Decisions made on the basis of the first and second paragraphs of this Article are final decisions.”5
All of the above are in addition to export and import restrictions and other measures over goods for which China is the leading source, including raw materials like ores and processed minerals.6
The final paragraph of Article 33 signifies that there are no avenues for judicial review once the State Council or the relevant administrative department(s) have made a decision, although the ASL and the UEL authorize the administrative department(s) to suspend or revoke a countermeasure if there is a change in circumstances.
Although China’s measures taken in response to sanctions imposed by other countries may be considered self-serving and disregard China’s own imposition of comparable measures under different names, the utility of sanctions imposed against China also raises questions regarding their feasibility, effectiveness and cost.

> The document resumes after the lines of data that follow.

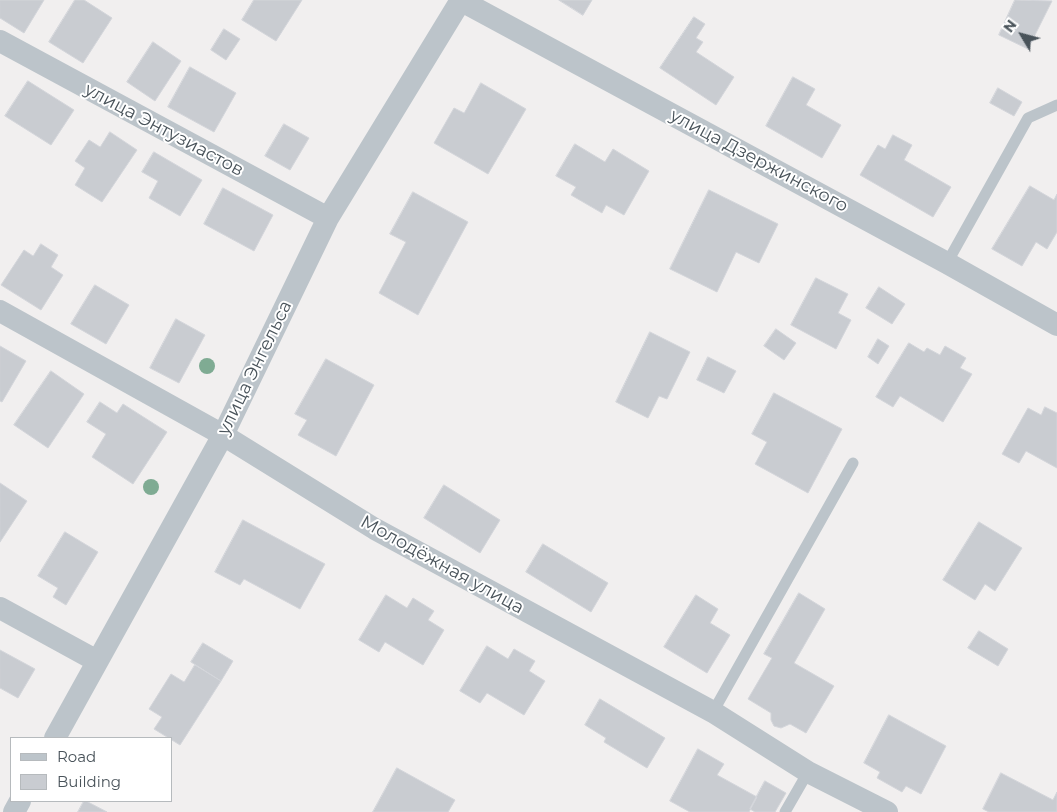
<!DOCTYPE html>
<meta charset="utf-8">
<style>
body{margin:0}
#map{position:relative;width:1057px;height:812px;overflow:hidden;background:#f1efef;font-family:Montserrat,sans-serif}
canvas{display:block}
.legend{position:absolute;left:10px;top:737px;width:162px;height:65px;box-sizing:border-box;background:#fff;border:1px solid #b6babd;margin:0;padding:6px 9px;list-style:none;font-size:15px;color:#49535a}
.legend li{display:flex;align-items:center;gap:10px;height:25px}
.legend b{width:25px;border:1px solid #b6babd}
.north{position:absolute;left:997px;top:10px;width:50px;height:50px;-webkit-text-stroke:4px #fff;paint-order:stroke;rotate:307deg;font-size:14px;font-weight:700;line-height:20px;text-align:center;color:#49535a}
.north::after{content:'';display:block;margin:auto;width:18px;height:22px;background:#49535a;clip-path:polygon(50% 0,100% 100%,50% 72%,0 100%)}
</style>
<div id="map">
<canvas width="1057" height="812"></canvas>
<ul class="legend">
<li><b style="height:6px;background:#bcc4ca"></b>Road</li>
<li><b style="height:14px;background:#c9ccd1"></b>Building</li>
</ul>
<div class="north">N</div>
</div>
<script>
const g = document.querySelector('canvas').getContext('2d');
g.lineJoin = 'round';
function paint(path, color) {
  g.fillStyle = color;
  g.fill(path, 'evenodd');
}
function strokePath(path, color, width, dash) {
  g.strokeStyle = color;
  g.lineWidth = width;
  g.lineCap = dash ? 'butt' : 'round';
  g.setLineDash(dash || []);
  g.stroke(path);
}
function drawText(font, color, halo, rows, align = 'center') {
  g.font = font + ' Montserrat,sans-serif';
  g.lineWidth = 4;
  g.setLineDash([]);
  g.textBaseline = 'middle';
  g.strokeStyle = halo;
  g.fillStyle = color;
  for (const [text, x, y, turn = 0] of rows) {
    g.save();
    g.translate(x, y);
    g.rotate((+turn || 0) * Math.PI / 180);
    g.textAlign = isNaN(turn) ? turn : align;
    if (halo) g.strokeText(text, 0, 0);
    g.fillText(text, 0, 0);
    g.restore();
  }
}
const building = new Path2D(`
 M0,0h44l-20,33 -24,-15z
 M75,0h9l28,18 -29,45 -34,-21z
 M254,0h48l-26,41 -34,-21z
 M559,0h33l-9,15z
 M1015,0l37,1 -24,48 -29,-14z
 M694,17l11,7 -9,14 7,4 -7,10 38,25 -18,28 -56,-37z
 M224,29l16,10 -14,21 -15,-10z
 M153,42l28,19 -26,40 -28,-19z
 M190,67l46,26 -22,39 -46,-25z
 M793,77l22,12 -9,16 35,20 -19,33 -56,-32z
 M28,81l46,29 -23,35 -46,-29z
 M481,83l45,26 -38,65 -54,-31 20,-35 10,5z
 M998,88l24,14 -8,14 -24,-13z
 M284,124l25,14 -19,32 -25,-14z
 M110,132l27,18 -35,52 -27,-17 10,-17 -10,-7 14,-21 11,7z
 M893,135l19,10 -8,15 47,27 -18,30 -73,-42 18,-30 7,4z
 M575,144l30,18 8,-13 36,22 -25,44 -18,-10 -4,8 -31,-18 5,-8 -20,-11z
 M154,152l48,28 -22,36 -31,-18 9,-17 -16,-9z
 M1030,186l24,14 3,-6v38l-10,17 -11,-7 -14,24 -30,-17z
 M223,188l50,27 -19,36 -50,-27z
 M709,190l69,34 -19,39 -23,-11 -19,40 -47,-23z
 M413,192l55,30 -50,93 -39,-22 27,-51 -16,-8z
 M41,244l17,11 -7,12 12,8 -22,35 -40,-25 23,-35 9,6z
 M816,278l32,16 -10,19 13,7 -15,29 -45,-24z
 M95,285l34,20 -23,39 -35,-20z
 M879,287l26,17 -13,20 -26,-16z
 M176,319l29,16 -26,48 -29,-15z
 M776,329l20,14 -12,17 -20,-14z
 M650,332l40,20 -23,47 -8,-3 -11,22 -32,-16z
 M878,339l11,7 -11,18 -10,-7z
 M909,343l15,9 3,-4 13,7 5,-9 21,12 -6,10 12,6 -29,48 -43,-26 -7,11 -17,-10z
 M0,346l26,15 -24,41 -2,-1z
 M708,357l28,14 -12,22 -27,-13z
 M326,359l48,26 -38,71 -38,-21 9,-15 -12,-6z
 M51,371l33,23 -36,54 -34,-23z
 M774,393l68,36 -34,64 -53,-29 12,-22 -15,-8z
 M100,402l17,11 6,-9 44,28 -34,52 -41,-27 14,-23 -19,-12z
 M1045,407l12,6v55l-31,-17 -7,12 -17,-9 26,-46 13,7z
 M0,483l27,18 -27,41z
 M444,485l56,35 -20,33 -56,-35z
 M243,520l82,44 -25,45 -56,-30 -4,6 -25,-13z
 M979,522l43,26 -27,43 -10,-7 -10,16 -32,-20z
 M65,532l33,20 -32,53 -13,-8 5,-9 -20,-12z
 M543,544l65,39 -17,29 -65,-40z
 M799,593l26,16 -31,54 40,23 -28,47 -16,-9 -9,4 -7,-2 -3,-6v-7l-23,-14 24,-41 -8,-4z
 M386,595l21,13 6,-10 21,13 -6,9 16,10 -21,35 -38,-23 -6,10 -20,-12z
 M696,595l22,14 -8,14 20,12 -23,38 -43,-26z
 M979,631l29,18 -10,17 -30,-18z
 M203,643l30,18 -12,20 -30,-19z
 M487,646l21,13 6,-10 21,12 -6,10 16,10 -21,34 -37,-22 -7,10 -20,-12z
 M0,650l35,19 -17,29 -18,-10z
 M195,665l26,16 -41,64 -26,-16 8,-12 -13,-8 22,-35 13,8z
 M600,699l65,39 -18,30 -43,-26 2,-4 -21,-13z
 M889,715l57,31 -25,48 -15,-8 -4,6 -25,-14 3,-6 -16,-9z
 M698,749l26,15 -7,11 40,22 -8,15h-59l-20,-11z
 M397,768l58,32 -7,12h-75z
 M1001,773l52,27 4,-8v20h-68l-6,-3z
 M765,781l21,12 -11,19h-20l-5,-3z
 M84,801h2l21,11h-29z`);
const lane = new Path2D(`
 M947,263l81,-145 29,-13
 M713,712l140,-249
 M785,812l23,-40`);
const street = new Path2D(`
 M460,0l487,263 110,62
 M0,41l328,177
 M0,311l223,124 152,94 338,183 95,60 79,40
 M0,608l97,53
 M55,738l168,-303 105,-217 133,-218
 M14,812l6,-11`);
const trees = [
 [207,366],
 [151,487]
];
const streetNames = [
 ["улица Энтузиастов",164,130,28],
 ["улица Дзержинского",759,161,28],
 ["улица Энгельса",255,368,-64],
 ["Молодёжная улица",442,565,29]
];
paint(building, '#c9ccd1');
strokePath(building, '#d3d5da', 1);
strokePath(lane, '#bcc4ca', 11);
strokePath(street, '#bcc4ca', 22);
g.fillStyle = '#7fab93';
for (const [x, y] of trees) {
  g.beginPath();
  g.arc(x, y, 8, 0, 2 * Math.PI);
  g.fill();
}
drawText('18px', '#49535a', '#fff', streetNames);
</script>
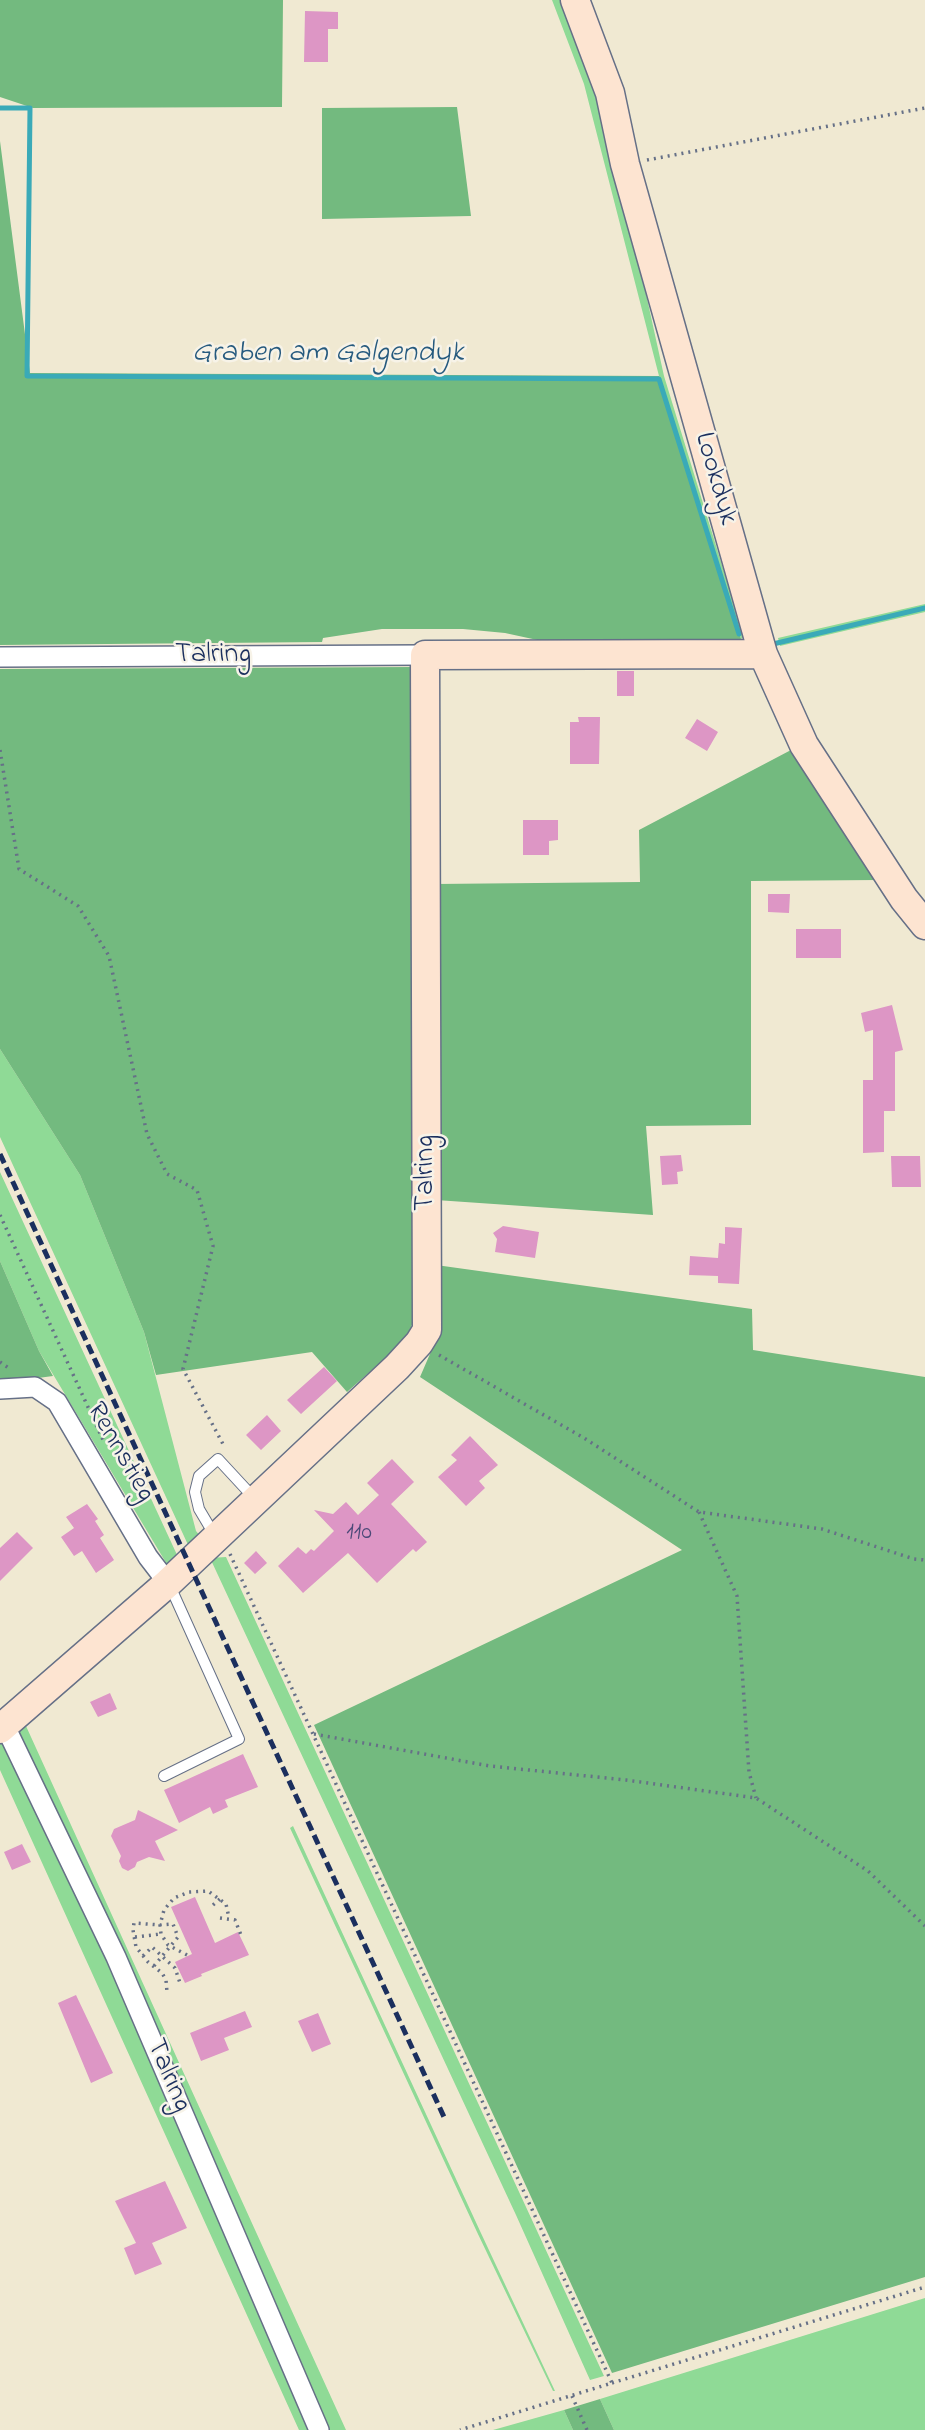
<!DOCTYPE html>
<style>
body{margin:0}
canvas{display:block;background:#f0e9d2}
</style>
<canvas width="925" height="2430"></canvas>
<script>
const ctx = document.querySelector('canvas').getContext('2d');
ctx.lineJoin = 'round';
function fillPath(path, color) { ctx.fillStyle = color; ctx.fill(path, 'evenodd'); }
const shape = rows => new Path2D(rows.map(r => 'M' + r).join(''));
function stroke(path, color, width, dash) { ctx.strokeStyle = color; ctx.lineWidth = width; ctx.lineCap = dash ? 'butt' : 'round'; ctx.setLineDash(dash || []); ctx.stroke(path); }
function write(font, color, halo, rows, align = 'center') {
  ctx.font = font + ' "Indie Flower",sans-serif'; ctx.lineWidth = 5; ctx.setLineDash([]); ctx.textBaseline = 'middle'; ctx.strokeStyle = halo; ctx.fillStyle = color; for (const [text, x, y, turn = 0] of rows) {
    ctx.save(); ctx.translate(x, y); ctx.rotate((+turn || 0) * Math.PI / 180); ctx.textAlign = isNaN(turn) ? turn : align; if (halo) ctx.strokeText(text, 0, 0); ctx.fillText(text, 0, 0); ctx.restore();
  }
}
const green = shape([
 [552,0,568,0,605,107,664,376,744,637,741,639,659,376,584,84],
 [925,604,925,612,780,646,778,638],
 [0,1049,80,1175,144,1332,196,1531,201,1537,189,1547,0,1137],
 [0,1172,178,1557,168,1566,39,1351,0,1261],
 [226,1557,604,2376,590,2380,516,2215,210,1558],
 [26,1726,346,2430,299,2430,0,1770,0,1742],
 [293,1826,480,2231,555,2391,553,2391,477,2232,290,1828],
 [925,2298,925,2430,614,2430,600,2399],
 [564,2410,573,2430,493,2430]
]);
const forest = shape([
 [0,0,283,0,282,107,33,108,0,97],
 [457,107,471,216,322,219,322,108],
 [0,141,30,373,659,376,741,639,542,641,505,633,463,629,382,629,323,638,322,642,0,645],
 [414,667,415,1316,407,1339,347,1392,312,1352,156,1375,144,1332,80,1175,0,1049,0,669],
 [791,750,878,880,751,881,751,1125,646,1126,653,1215,436,1200,435,884,640,882,639,830],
 [0,1261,39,1351,53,1376,0,1383],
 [436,1265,752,1309,753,1350,925,1377,925,2277,612,2373,314,1725,682,1550,420,1377,436,1340],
 [600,2399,614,2430,573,2430,564,2410]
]);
const stream = shape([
 [0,108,30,108,27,376,659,379,739,634],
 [773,644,925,608]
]);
const building = shape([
 [305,11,338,12,338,29,328,29,328,62,304,62],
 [617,671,634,671,634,696,617,696],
 [578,717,600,717,599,764,570,764,570,722,579,722],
 [697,719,718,732,707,751,685,738],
 [523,820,558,820,558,840,549,841,549,855,523,855],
 [768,894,790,894,789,913,768,912],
 [796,929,841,929,841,958,796,958],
 [892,1005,903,1050,895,1052,895,1111,884,1111,884,1152,863,1153,863,1080,873,1080,873,1030,865,1032,861,1013],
 [681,1155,683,1171,677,1172,678,1184,662,1185,660,1156],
 [891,1156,920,1156,921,1187,892,1187],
 [503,1226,539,1232,535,1258,495,1252,497,1239,493,1233],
 [725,1227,742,1228,739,1284,718,1283,718,1276,689,1275,690,1256,718,1258,719,1243,725,1244],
 [324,1367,337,1381,301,1414,287,1400],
 [267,1415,281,1431,261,1450,246,1435],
 [470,1436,498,1465,479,1481,485,1488,466,1506,438,1477,457,1460,451,1455],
 [392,1459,414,1482,391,1504,427,1542,416,1552,413,1549,377,1583,348,1553,303,1593,278,1566,298,1547,306,1554,311,1549,314,1551,334,1531,314,1510,333,1514,346,1502,358,1515,379,1495,367,1483],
 [87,1504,98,1519,95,1521,104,1535,100,1538,114,1560,96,1573,82,1551,74,1556,61,1537,74,1528,66,1517],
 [17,1532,33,1548,0,1581,0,1548],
 [256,1551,267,1563,255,1574,244,1563],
 [110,1693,117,1709,98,1717,90,1702],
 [243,1754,258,1787,225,1800,228,1807,213,1814,210,1807,179,1823,164,1790],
 [138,1810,178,1830,155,1841,165,1861,149,1857,137,1862,135,1867,128,1871,122,1868,119,1861,121,1856,111,1836,114,1829,135,1820],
 [22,1844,31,1862,12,1870,4,1852],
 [195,1897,215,1943,238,1932,249,1955,201,1974,202,1976,185,1983,175,1962,192,1954,171,1907],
 [76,1995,113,2073,91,2083,58,2003],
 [245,2011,252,2027,224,2038,229,2050,201,2061,190,2033],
 [318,2013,331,2044,312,2052,298,2021],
 [165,2181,187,2228,152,2243,162,2264,135,2275,124,2248,136,2243,115,2201]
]);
const path = shape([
 [647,160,925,108],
 [0,750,19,869,78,906,109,956,147,1134,167,1174,197,1190,213,1246,183,1369,224,1446],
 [0,1215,104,1442],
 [439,1355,584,1438,699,1512,822,1529,914,1559,925,1560],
 [0,1362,10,1369],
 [699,1512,737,1596,749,1772,756,1798],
 [230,1554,612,2383,460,2430],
 [314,1734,490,1766,626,1780,756,1798,868,1871,925,1926],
 [213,1905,221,1898],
 [220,1918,235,1920,241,1935],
 [135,1937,161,1934],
 [187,1955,168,1945,161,1934,160,1925,164,1910,174,1898,189,1892,208,1891,226,1904,229,1918],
 [143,1956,152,1947,175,1968,181,1986],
 [154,1966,178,1937,173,1924,160,1925,134,1923,133,1930,136,1947,148,1962,162,1973,166,1980,167,1992],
 [612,2383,925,2287],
 [572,2396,587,2430]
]);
const lane = shape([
 [215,1536,199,1509,195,1492,199,1476,218,1459,255,1499],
 [164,1776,239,1739,170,1586]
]);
const street = shape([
 [0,657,425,655],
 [0,1389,35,1387,57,1402,148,1557,168,1583],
 [5,1726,116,1957,319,2430]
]);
const secondary = shape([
 [575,0,610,93,625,164,763,654,804,745,904,899,925,925],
 [0,1729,168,1583,397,1367,419,1343,427,1330,425,655,763,654]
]);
const rail = shape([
 [0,1154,444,2117]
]);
const numberNames = [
 ["110",359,1534]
];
const streetNames = [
 ["Lookdyk",714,479,74],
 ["Talring",213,656],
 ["Talring",427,1173,-90],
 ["Rennstieg",119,1453,60],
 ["Talring",167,2076,67]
];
const waterNames = [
 ["Graben am Galgendyk",328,355]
];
fillPath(green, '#8fda96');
fillPath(forest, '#73ba7f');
stroke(stream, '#3aaab8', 5);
fillPath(building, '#dd96c5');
stroke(lane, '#667087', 12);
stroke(street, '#667087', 22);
stroke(secondary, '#667087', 31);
stroke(path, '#667087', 3.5, [2, 5]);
stroke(lane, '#fff', 10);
stroke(street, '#fff', 19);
stroke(secondary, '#fde4d1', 28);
stroke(rail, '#1b2f5e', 5, [10, 5]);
write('24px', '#4c4978', null, numberNames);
write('28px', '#1b2f5e', '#f7f3e8', streetNames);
write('italic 30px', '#265a7e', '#f7f3e8', waterNames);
</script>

Larger Chinese financial institutions, including state-owned banks under central government supervision, are reluctant to engage in transactions, especially transactions with Russia but also transactions with Iran and North Korea, to avoid sanctions imposed by the United States because China remains heavily dependent on CHIPS to execute approximately 96% of China’s overseas trade.7 Violations by any particular Chinese financial institution may expose them to secondary sanctions and result in penalties including a ban from CHIPS access which could cripple such institution and jeopardize the careers of its leading officials. Even smaller banks are vulnerable, forcing Russia and China in particular to resort to slower, more cumbersome and more expensive workarounds, including reliance on smaller and less sophisticated banks, breaking transactions into smaller transactions in an effort to avoid triggering scrutiny, and barter trade. Yet even smaller banks are at risk of being found to be in violation of United States sanctions, as shown by the experience of the Bank of Kunlun found in 2012 to be in violation of Security Council or United States sanctions regarding trade with Iran.8
The rise of China’s global importance, diplomatic, economic and military, raises broader questions about the efficacy of sanctions directed against China. Under what circumstances do the benefits outweigh the costs, whether measured in terms of damage to one’s own economy or diplomatic standing versus the changes actually made by China in response.